Aflora una generación de nacidos en los ochenta que andan lejos de los delirios narcisistas y contraculturales del Niño de Elche, que hace poco pedía en sus redes sociales que dejaran de seguirle todos aquellos que se considerasen flamencos (imaginen el disgusto si descubre entre sus ‘followers’ a Carmen Linares o Tomatito). La renovación del flamenco no puede hacerse a cualquier precio. Recordemos que Mayte Martín rechazó participar en una película flamenca de Carlos Saura cuando comprobó que habían convertido el baile en una especie de fantasía kitsch de Broadway, donde en vez de sentimiento había pura clonación (como en los shows de Rosalía, por cierto, que al menos no pretende que sus canciones en plan Beyoncé sean flamenco).

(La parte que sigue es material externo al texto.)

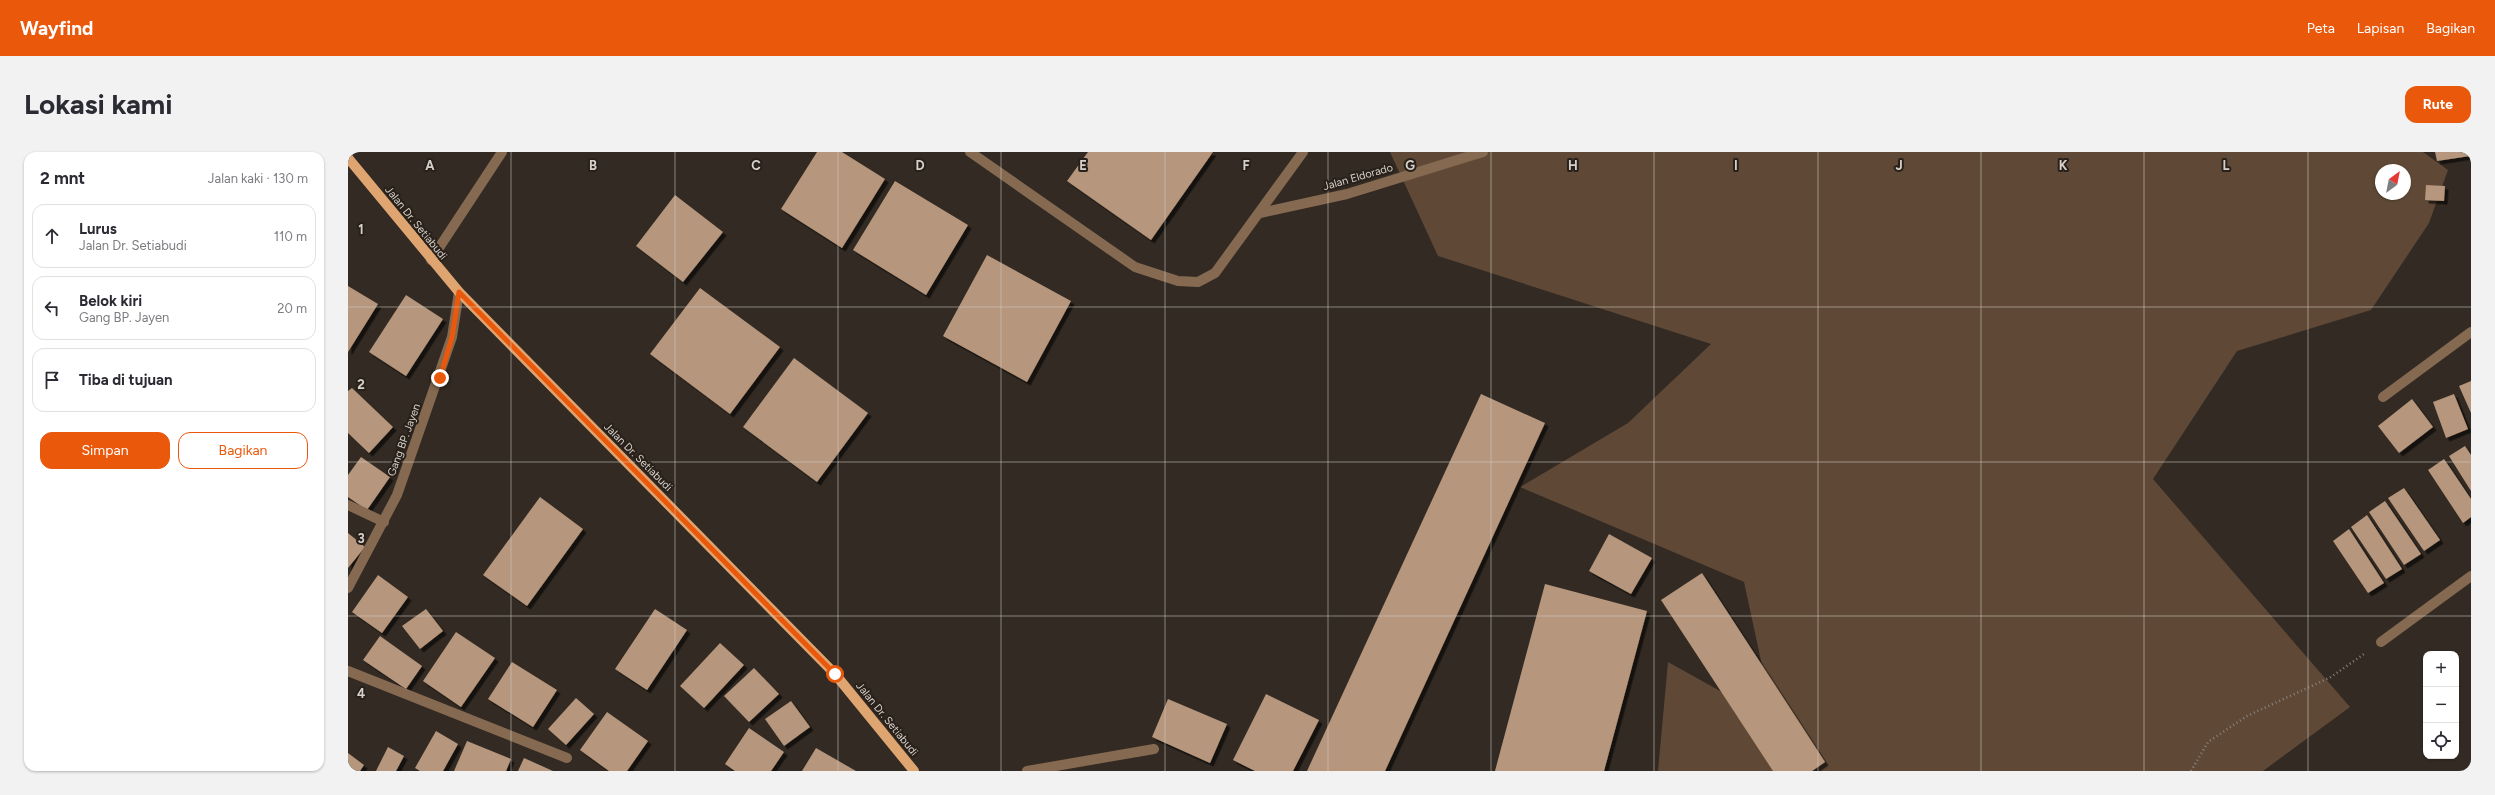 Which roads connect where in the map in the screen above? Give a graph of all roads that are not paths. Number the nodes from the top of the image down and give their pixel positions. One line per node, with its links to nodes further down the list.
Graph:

El problema del ‘flamenco para todos los públicos’ es que precisamente hablamos de un género que no es necesariamente apto para todos los públicos. La mayor prueba es que despierta un interés decreciente, quitando experimentos pop. En realidad, puede disfrutarlo cualquiera, siempre que tenga tiempo, paciencia y cierto grado de conexión con el modo de sentir del pueblo llano, casi siempre oprimido, ignorado y desplazado. De ahí surgen obras musicales solemnes o inyecciones de alegría popular, desde hace siglos. Tratar el género como despliegue técnico, pincelada exótica o exhibición de sensibilidad es alejarlo por completo de su sentido. Renovaciones se admiten las que hagan falta, pero es dudoso que cuele rebajarlo con agua o animarlo con Red Bull.